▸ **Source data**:
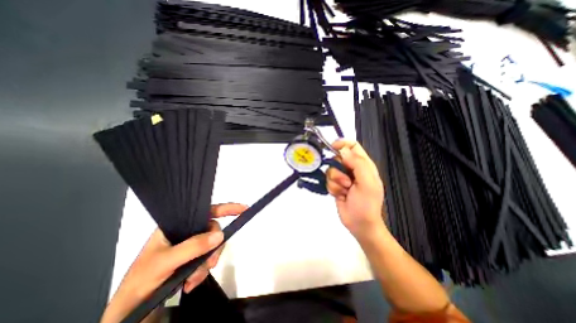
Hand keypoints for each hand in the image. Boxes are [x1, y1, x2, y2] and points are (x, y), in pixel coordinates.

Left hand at [99, 204, 247, 322]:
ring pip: (212, 246)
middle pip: (212, 230)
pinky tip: (192, 282)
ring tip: (194, 279)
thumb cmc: (141, 281)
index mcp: (177, 225)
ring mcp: (190, 245)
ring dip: (208, 263)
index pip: (206, 210)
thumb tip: (220, 235)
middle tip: (210, 263)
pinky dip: (204, 271)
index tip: (243, 209)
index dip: (226, 208)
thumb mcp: (165, 262)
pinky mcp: (192, 258)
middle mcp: (185, 232)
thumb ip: (193, 246)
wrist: (129, 313)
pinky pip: (208, 258)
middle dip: (214, 247)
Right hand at [325, 140, 383, 241]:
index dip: (342, 143)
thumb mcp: (367, 182)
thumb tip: (343, 151)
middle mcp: (352, 169)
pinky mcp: (335, 185)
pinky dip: (332, 188)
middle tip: (347, 181)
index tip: (332, 147)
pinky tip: (340, 195)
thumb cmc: (367, 204)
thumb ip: (357, 163)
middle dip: (338, 170)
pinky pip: (328, 180)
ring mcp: (343, 177)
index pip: (352, 146)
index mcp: (363, 165)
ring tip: (345, 191)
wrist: (360, 224)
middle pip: (337, 158)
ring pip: (331, 170)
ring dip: (336, 182)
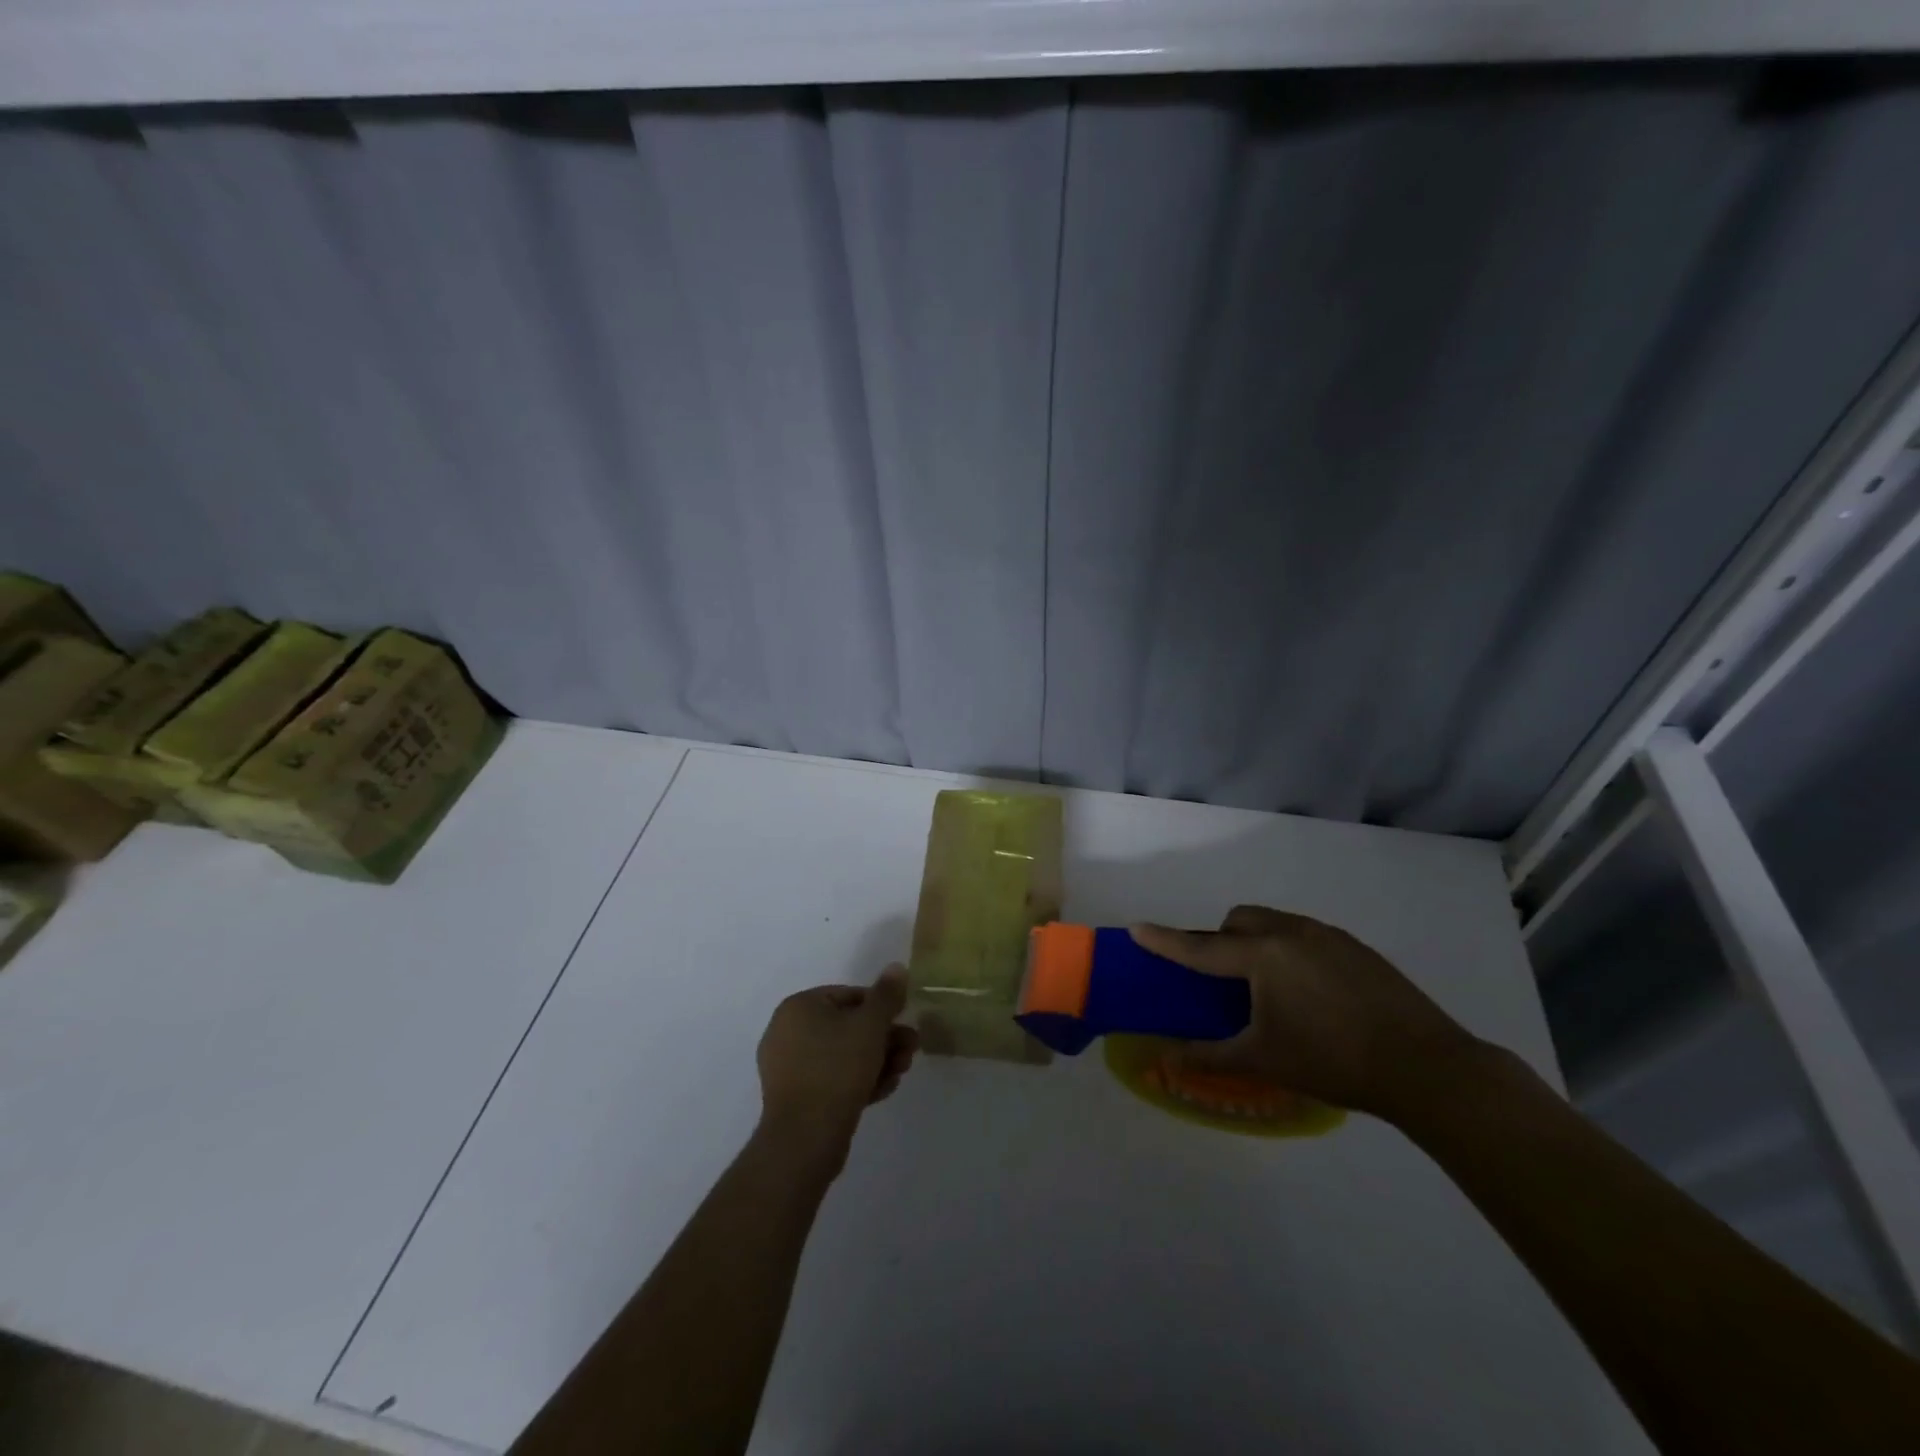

▸ **Directions for this task**: From the line with "index tip: (243, 209)" to the final line of the records, inclusive, set down the lines exactly and add nothing; leave every picture out.

▸ **Answer to this exercise**:
index tip: (243, 209)
index dip: (226, 208)
thumb mcp: (165, 262)
pinky mcp: (192, 258)
middle mcp: (185, 232)
thumb ip: (193, 246)
wrist: (129, 313)
pinky pip: (208, 258)
middle dip: (214, 247)
Right hand at [325, 140, 383, 241]:
index dip: (342, 143)
thumb mcp: (367, 182)
thumb tip: (343, 151)
middle mcp: (352, 169)
pinky mcp: (335, 185)
pinky dip: (332, 188)
middle tip: (347, 181)
index tip: (332, 147)
pinky tip: (340, 195)
thumb cmc: (367, 204)
thumb ip: (357, 163)
middle dip: (338, 170)
pinky pip: (328, 180)
ring mcp: (343, 177)
index pip: (352, 146)
index mcp: (363, 165)
ring tip: (345, 191)
wrist: (360, 224)
middle pip: (337, 158)
ring pip: (331, 170)
ring dip: (336, 182)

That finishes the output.